Kerry tells Indians - who celebrate the discovery of 133 new species - that "the science of climate change is screaming at us for action"

Secretary of State John Kerry, on a visit to India, has praised his old pal "Patch" - and his own over 20 years of climate alarmism: 

"For years, as Patch, as we call him fondly, Dr. Pachauri knows, I have been working on this in the United States, with others, where for over 20 years we all know we haven’t been able to do all that we want to do, for a number of different reasons." --

"From the hearings that I took part in with Al Gore back in 1987, the first hearings ever in the United States Senate on the subject of climate change, through the Rio Earth Summit that I attended, through Copenhagen, Kyoto, and many debates in between, I have watched in dismay while responsible people act irresponsibly, ignoring science and fact. This is an issue that is personal to the many people who’ve worked on it, like Dr. Pachauri, people who have invested time and reputation in order to try to get ahead of the curve." --

"And here in India, the home of so much of the history of science, we must recognize that today the science of climate change is screaming at us for action."

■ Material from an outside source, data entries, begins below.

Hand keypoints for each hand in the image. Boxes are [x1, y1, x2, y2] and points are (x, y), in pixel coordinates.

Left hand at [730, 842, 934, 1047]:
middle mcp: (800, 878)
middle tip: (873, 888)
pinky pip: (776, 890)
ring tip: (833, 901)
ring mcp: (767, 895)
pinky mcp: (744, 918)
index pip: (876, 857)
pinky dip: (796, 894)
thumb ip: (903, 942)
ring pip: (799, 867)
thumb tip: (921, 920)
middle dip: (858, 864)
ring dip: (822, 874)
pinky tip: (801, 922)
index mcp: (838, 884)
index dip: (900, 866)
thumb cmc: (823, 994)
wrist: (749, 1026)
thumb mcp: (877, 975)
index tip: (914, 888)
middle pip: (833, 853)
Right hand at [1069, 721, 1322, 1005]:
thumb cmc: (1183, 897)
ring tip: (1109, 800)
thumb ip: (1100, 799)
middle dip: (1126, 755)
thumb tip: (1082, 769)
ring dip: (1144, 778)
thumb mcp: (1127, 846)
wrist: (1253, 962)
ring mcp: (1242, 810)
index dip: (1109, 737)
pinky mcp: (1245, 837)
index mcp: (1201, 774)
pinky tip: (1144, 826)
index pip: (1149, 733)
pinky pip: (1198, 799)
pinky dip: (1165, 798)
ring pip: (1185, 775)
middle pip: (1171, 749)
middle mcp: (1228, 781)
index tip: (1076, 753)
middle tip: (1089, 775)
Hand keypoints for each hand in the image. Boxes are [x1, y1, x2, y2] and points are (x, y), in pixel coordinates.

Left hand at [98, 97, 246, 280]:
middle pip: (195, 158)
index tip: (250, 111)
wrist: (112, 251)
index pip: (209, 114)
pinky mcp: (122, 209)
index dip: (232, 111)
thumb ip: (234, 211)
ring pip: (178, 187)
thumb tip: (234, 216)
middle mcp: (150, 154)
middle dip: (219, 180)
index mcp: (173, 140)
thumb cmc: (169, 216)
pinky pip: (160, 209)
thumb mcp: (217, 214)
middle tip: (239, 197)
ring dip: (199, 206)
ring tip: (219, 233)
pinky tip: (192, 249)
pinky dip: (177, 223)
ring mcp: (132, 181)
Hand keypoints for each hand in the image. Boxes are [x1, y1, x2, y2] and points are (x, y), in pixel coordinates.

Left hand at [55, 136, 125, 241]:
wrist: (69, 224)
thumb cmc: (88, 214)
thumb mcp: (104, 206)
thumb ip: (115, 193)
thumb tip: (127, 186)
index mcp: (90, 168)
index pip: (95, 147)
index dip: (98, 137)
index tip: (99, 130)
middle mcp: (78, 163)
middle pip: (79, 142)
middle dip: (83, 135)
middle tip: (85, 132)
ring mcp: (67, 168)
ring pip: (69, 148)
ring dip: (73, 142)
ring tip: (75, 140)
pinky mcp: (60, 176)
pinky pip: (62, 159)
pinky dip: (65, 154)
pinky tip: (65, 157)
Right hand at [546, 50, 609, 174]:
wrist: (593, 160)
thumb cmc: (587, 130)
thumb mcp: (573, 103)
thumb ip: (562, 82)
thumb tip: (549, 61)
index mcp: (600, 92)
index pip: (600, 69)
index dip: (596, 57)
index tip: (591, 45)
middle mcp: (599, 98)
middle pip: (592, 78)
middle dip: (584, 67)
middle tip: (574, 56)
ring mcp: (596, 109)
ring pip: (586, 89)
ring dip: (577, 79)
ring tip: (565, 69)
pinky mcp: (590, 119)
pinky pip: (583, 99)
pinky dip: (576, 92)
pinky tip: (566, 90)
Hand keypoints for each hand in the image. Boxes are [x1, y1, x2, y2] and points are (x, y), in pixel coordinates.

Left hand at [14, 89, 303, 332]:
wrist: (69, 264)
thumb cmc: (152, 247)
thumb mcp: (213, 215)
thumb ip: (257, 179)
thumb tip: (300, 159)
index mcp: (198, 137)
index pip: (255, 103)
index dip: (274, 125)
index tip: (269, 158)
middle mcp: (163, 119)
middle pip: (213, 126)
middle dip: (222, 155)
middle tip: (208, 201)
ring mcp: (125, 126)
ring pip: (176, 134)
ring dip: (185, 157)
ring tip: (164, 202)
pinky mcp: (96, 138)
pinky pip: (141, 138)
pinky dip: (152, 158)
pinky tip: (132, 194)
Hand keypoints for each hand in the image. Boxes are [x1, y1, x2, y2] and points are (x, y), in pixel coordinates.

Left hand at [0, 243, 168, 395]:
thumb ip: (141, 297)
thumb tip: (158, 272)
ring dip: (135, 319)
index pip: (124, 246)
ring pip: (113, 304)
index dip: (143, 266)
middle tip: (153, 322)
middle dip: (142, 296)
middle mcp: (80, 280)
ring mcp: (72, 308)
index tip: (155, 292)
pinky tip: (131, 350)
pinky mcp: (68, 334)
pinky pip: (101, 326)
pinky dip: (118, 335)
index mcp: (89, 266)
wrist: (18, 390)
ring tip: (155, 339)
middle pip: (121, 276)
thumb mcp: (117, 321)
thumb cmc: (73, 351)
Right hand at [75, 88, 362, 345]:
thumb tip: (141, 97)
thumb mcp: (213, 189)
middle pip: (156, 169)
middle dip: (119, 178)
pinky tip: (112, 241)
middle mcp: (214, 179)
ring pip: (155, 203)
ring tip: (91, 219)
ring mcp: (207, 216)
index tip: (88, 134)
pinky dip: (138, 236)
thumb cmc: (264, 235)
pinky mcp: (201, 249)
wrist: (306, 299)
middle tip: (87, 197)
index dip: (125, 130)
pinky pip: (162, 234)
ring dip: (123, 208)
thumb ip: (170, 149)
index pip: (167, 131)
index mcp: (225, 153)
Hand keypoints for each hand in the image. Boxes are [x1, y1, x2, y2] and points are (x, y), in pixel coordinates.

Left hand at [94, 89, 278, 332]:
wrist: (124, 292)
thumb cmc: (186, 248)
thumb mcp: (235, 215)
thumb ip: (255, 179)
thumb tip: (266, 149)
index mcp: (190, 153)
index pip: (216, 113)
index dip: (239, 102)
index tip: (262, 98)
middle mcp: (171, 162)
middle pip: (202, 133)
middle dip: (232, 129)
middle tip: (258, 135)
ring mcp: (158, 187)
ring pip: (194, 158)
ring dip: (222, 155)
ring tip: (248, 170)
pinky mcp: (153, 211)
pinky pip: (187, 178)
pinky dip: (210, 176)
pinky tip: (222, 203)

The screaming appears to have been so loud that Kerry could not hear that the Indians were celebrating the latest results of "climate change" in their country:

New Delhi: Scientists have discovered 133 new species of fauna in India and among the most significant is a bird - yet to be named - found in the Great Nicobar Island. 

Scientists have also discovered new species of spiders, reptiles, insects and fish in various parts of the country that have been compiled by the Zoological Survey of India (ZSI) in 'Animal Discoveries 2012'. 

Releasing the book recently, Environment Minister Jayanthi Natarjan said India has only about two percent of the world's land surface, but is known to have over 7.52 percent of the total animal species in the world. 

"I am indeed happy to know that 133 species which are new to science were discovered by scientists from ZSI and other universities and colleges across the country. This shows the extent of biodiversity our country holds within it," Natarajan said. 

"I am sure that by exploring the various remote and isolated places within the 10 major biogeographic zones of our country, we can discover many more species," she added. 

It is estimated that about twice the present number of species still remain to be discovered in India alone. India accounts for over 92,000 animal species. Apart from these, scientists have also found 109 species of animals recorded for the first time in India. 

Elaborating on the important discoveries, ZSI director K. Venkataraman said: "A significant one would be that of a yet to be named bird in the Great Nicobar Island." 

"Though our researchers have taken a picture of this elusive bird during one of their surveys in the island, efforts are on to gather more information on this bird, including netting one for proper description," Venkataraman told IANS.